Exercise: Where the records below show the word "edges" in a line, please copy that line.

Records supplied START

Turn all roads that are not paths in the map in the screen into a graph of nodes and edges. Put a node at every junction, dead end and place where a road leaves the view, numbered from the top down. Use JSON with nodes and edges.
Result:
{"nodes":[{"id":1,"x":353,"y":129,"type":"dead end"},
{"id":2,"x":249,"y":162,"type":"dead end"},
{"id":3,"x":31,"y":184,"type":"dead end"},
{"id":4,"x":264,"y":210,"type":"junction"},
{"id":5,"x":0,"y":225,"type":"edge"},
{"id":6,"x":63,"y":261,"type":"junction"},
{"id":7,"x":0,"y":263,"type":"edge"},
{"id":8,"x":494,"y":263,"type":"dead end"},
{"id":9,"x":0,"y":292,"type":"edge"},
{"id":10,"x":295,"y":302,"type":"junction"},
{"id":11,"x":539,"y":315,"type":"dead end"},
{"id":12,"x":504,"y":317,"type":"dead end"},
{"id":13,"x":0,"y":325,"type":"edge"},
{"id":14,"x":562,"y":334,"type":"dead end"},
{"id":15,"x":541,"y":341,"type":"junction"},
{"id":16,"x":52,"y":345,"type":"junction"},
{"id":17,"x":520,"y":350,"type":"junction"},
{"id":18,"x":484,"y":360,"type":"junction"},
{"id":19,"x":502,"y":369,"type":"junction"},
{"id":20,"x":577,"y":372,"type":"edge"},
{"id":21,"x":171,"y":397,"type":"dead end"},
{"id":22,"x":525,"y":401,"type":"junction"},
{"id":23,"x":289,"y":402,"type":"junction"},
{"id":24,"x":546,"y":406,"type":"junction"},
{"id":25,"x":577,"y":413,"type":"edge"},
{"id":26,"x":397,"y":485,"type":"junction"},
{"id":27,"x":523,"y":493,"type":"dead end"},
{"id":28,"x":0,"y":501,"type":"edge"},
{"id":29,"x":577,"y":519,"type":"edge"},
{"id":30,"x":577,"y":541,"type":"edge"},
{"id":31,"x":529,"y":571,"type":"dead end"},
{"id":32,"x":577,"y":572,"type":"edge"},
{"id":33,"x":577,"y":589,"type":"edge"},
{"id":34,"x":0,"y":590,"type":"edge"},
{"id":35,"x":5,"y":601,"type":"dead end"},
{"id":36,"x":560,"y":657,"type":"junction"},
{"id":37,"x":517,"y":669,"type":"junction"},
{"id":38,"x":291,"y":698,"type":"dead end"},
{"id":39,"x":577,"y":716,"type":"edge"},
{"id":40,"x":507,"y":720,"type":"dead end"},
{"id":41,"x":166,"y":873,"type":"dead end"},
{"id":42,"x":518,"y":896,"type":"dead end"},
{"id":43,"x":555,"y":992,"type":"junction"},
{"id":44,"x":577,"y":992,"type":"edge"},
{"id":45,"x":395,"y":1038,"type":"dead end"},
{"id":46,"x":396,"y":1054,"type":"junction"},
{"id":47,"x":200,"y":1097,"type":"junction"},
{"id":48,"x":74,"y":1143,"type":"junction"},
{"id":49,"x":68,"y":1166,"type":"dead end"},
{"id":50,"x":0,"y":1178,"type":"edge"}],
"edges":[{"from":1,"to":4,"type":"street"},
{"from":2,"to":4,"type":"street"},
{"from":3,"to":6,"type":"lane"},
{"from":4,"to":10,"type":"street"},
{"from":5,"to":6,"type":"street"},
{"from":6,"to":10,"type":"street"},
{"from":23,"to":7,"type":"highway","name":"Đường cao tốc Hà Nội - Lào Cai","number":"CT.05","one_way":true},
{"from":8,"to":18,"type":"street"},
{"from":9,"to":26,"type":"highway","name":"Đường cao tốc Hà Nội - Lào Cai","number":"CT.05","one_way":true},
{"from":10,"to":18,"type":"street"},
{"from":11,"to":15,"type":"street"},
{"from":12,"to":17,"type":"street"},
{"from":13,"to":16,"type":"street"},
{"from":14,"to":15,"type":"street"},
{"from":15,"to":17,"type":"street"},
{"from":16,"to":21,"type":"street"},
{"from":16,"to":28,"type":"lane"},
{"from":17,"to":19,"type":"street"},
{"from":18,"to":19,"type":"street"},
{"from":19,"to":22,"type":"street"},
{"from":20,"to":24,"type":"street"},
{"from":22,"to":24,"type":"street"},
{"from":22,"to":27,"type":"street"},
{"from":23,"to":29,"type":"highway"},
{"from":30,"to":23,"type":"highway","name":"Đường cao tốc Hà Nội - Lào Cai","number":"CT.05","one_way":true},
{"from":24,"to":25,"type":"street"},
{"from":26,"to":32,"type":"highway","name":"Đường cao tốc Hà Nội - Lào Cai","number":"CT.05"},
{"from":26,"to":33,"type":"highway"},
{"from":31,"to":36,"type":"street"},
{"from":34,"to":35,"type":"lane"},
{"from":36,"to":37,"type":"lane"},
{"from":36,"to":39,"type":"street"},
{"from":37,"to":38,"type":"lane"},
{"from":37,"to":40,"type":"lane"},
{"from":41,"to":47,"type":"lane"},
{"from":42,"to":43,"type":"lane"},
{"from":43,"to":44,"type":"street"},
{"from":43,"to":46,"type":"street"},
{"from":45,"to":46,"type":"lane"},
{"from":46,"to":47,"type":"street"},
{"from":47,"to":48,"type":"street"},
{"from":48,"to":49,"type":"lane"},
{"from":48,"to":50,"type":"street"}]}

Records supplied END

Expected output:
Turn all roads that are not paths in the map in the screen into a graph of nodes and edges. Put a node at every junction, dead end and place where a road leaves the view, numbered from the top down. Use JSON with nodes and edges.
"edges":[{"from":1,"to":4,"type":"street"},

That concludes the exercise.